Di tempat itu baru saja diselenggarakan acara cuci tangan untuk kebersihan dan kesehatan badan oleh sebuah produk sabun. Seusai acara, yang tersisa ialah bungkus makanan, botol air mineral, tisu kotor, dan aneka plastik.

Petugas kebersihan dari Dinas Kebersihan dan Pertamanan Kota Bandung pun sibuk menyapu lapangan dan menyeret tong sampah. Jumlah mereka yang hanya belasan orang tampak tak seimbang dengan luas lapangan dan sampah yang menyebar.

Atiman (38), salah seorang petugas kebersihan, mengaku sangat gerah dengan perilaku warga yang membuang sampah seenaknya. Volume sampah pun dirasakannya makin meningkat di Kota Kembang, terutama bila ada acara tertentu.

Matanya tajam mengincar satu per satu sampah yang tergeletak di rumput kering. Keringat yang bercucuran seolah beradu balap dengan sampah yang terbang ditiup angin.

"Warga sukar diingatkan, apalagi saat kedapatan tangan membuang sampah di jalanan. Mereka cenderung meremehkan petugas yang mengingatkan," ujar Atiman yang setiap hari bertugas membersihkan Jalan Surapati.

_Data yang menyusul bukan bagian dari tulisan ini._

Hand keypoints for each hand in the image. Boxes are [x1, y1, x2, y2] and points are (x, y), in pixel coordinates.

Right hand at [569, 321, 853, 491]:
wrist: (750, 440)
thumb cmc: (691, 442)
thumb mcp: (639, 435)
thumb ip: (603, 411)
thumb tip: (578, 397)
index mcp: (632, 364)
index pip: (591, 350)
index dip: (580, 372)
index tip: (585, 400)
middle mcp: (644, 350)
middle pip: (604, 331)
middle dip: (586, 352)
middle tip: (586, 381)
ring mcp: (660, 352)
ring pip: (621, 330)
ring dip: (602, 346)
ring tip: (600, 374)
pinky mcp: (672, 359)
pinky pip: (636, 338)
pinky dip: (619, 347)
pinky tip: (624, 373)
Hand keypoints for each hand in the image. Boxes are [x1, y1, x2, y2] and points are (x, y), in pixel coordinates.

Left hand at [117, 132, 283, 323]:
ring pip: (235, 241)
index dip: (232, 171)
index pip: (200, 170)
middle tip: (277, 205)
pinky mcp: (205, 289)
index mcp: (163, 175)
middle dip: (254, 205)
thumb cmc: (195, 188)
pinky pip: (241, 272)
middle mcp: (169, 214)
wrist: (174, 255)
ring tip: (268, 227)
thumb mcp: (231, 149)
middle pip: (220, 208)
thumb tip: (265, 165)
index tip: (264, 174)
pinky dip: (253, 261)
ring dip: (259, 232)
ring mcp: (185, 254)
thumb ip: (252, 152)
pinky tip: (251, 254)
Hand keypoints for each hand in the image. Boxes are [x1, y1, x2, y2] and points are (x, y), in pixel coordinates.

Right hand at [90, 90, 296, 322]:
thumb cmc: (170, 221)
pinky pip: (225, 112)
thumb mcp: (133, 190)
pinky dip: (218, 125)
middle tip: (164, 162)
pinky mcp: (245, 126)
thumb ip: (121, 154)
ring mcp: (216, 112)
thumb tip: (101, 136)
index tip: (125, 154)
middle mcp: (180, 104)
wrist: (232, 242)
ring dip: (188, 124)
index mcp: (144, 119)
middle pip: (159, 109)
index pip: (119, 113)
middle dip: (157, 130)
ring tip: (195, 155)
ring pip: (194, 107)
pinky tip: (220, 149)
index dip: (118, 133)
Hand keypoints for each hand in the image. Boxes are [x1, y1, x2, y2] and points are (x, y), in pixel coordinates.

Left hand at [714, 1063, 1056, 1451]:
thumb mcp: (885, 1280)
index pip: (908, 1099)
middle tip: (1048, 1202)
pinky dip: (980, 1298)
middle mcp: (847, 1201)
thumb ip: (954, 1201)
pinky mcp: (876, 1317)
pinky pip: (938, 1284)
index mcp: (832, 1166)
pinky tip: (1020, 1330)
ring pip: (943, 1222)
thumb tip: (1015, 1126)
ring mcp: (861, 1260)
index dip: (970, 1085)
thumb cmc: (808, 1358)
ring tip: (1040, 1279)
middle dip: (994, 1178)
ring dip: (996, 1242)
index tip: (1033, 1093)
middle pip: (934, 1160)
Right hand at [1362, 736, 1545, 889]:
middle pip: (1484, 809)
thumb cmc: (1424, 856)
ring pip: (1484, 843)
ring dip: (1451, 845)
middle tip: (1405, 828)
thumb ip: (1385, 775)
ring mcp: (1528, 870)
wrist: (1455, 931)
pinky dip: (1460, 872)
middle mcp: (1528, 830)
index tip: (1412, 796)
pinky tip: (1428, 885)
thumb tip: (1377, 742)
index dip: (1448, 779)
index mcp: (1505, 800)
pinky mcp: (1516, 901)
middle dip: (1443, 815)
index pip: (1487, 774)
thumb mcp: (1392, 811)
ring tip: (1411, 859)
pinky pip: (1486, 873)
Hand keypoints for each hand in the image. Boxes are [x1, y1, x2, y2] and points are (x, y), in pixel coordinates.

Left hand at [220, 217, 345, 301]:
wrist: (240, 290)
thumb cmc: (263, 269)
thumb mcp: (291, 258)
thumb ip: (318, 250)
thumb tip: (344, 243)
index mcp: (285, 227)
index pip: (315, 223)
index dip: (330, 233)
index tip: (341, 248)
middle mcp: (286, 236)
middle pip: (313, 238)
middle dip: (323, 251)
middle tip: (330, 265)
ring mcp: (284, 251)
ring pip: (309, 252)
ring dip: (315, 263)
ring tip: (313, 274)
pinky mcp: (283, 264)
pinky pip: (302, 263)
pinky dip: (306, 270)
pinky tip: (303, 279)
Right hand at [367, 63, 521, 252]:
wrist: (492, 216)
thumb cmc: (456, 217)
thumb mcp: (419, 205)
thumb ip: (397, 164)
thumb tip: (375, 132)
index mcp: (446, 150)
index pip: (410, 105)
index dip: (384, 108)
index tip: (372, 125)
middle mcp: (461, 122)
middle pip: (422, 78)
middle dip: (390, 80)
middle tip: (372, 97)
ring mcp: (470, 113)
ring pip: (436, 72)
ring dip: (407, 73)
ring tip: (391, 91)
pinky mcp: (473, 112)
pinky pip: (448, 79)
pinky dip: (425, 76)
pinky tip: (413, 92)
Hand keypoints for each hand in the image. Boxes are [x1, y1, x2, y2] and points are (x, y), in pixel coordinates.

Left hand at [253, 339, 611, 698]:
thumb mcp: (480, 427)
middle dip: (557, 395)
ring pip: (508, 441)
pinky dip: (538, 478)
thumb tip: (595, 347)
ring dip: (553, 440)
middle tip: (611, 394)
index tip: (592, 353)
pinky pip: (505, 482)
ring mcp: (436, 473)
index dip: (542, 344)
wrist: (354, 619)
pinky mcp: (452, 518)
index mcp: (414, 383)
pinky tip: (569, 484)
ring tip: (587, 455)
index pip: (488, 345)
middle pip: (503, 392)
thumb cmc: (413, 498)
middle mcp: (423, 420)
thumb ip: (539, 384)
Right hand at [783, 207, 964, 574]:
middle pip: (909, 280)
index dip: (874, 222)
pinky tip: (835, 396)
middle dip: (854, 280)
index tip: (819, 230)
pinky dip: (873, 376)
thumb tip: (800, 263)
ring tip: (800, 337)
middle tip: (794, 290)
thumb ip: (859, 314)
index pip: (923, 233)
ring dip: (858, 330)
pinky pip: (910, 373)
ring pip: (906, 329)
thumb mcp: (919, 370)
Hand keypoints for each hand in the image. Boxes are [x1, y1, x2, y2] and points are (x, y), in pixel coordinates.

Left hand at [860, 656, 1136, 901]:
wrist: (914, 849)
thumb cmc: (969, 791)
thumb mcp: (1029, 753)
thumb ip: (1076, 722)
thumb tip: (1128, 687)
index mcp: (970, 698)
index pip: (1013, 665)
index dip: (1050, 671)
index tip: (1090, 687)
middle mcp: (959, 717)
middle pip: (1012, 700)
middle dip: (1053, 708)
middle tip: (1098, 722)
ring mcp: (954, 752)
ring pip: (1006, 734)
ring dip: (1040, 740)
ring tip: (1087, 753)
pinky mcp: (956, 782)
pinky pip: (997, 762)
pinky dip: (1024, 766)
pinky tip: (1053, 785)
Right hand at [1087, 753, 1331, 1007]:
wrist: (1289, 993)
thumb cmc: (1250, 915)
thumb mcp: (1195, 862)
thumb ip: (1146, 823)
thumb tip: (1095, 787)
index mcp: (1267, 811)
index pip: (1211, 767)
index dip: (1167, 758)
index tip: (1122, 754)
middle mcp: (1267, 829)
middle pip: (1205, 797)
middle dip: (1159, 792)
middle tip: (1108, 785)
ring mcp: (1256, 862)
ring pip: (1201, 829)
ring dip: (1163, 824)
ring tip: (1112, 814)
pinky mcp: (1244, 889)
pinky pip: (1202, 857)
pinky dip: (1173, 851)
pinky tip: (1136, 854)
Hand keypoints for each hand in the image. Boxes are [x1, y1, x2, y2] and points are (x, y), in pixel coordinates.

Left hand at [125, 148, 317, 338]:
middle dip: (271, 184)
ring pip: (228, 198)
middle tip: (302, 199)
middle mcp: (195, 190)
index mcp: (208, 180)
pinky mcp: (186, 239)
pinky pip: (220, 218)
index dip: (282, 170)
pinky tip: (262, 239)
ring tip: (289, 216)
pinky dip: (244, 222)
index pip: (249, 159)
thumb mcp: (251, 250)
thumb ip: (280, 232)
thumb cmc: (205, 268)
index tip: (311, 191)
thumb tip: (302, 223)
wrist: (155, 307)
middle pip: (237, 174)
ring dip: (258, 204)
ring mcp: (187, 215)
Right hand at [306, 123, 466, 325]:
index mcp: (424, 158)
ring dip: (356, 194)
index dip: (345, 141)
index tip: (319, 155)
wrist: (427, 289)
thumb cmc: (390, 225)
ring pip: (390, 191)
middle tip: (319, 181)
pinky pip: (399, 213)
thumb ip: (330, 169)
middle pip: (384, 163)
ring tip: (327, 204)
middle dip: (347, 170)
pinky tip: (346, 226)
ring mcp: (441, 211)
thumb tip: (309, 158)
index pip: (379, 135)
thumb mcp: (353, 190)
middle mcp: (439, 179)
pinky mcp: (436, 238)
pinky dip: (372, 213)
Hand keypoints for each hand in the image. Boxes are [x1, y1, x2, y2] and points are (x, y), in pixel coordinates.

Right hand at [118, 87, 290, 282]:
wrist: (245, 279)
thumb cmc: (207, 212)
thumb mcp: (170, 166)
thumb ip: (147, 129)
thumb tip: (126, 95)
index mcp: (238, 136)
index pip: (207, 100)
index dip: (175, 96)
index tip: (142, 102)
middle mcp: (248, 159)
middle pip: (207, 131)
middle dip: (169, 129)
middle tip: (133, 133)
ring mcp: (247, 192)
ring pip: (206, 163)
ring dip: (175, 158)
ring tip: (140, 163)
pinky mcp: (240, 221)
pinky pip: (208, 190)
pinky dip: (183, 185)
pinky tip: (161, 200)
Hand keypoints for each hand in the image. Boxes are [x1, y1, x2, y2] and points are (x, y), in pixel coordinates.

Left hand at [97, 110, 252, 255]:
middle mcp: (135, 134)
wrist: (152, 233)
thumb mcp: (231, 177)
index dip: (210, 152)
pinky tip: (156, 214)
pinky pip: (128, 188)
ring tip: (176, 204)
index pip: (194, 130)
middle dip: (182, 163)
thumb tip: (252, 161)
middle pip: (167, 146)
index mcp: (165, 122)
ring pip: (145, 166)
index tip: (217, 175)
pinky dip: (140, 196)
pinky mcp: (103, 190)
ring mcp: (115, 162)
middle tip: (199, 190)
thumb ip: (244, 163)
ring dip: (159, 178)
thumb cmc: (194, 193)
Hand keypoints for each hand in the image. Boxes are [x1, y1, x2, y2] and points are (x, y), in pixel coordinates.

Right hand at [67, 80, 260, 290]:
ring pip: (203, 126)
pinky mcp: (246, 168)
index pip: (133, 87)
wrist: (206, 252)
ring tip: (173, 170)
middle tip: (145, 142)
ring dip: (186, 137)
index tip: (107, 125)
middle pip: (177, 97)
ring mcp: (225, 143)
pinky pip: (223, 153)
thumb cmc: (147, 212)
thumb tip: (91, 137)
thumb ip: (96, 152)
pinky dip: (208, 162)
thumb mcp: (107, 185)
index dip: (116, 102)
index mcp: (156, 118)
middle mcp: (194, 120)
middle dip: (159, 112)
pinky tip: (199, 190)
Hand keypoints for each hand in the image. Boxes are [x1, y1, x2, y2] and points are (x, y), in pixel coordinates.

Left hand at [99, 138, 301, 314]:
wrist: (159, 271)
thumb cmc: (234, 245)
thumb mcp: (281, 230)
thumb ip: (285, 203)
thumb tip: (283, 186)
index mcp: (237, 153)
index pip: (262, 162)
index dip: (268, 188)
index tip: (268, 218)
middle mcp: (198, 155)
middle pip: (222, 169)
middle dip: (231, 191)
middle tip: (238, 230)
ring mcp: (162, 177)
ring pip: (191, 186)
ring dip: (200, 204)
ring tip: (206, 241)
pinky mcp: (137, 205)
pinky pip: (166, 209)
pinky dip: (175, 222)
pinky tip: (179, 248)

Sering kali sampah yang tersembunyi di selokan tidak sempat terjamah olehnya. Alhasil, sampah-sampah itu menumpuk dan membusuk di selokan. Selokan di depan Lapangan Gasibu, misalnya, telah penuh sampah. Tong sampah hilang

Beberapa waktu lalu, Pemerintah Kota Bandung menempatkan sejumlah tong sampah di sepanjang Jalan Diponegoro hingga Lapangan Gasibu. Akan tetapi, selang beberapa bulan kemudian, tong sampah itu lenyap. Tidak diketahui orang tidak bertanggung jawab yang mengambil tong sampah tersebut.

Perilaku buruk warga kota bermula dari kebiasaan di rumah. Nana Supriyatna (35), warga Kampung Melania, Kecamatan Cibeunying Kaler, mengatakan, sering melihat tetangganya membuang sampah di selokan belakang rumah mereka. Akibatnya, ketika hujan besar datang, kawasan mereka selalu tergenang banjir cileuncang, yakni banjir setinggi mata kaki.

"Sering kali air luberan dari selokan juga masuk ke rumah. Baunya tidak sedap dan gatal di kaki," ujar Nana yang mengaku setiap hari menitipkan sampahnya kepada petugas kebersihan.

Sejumlah orang di kampung Nana melakukan hal yang sama, yakni membayar petugas kebersihan yang mengangkut sampah mereka. Meski demikian, kata Nana, lebih banyak yang tidak melakukannya.

Anggota Dewan Pakar Dewan Pemerhati Kehutanan dan Lingkungan Tatar Sunda, Sobirin, mengungkapkan, warga Kota Bandung bermasalah dalam hal kebersihan. "Sebanyak 90 persen warga Bandung tidak peduli dengan sampahnya. Mereka membuang sampah seenaknya di sembarang tempat," katanya.

Dalam sehari diperkirakan ada 5.000-7.500 meter kubik sampah warga. Sebanyak 65 persen di antaranya merupakan sampah basah, sementara sisanya sampah kering dan plastik.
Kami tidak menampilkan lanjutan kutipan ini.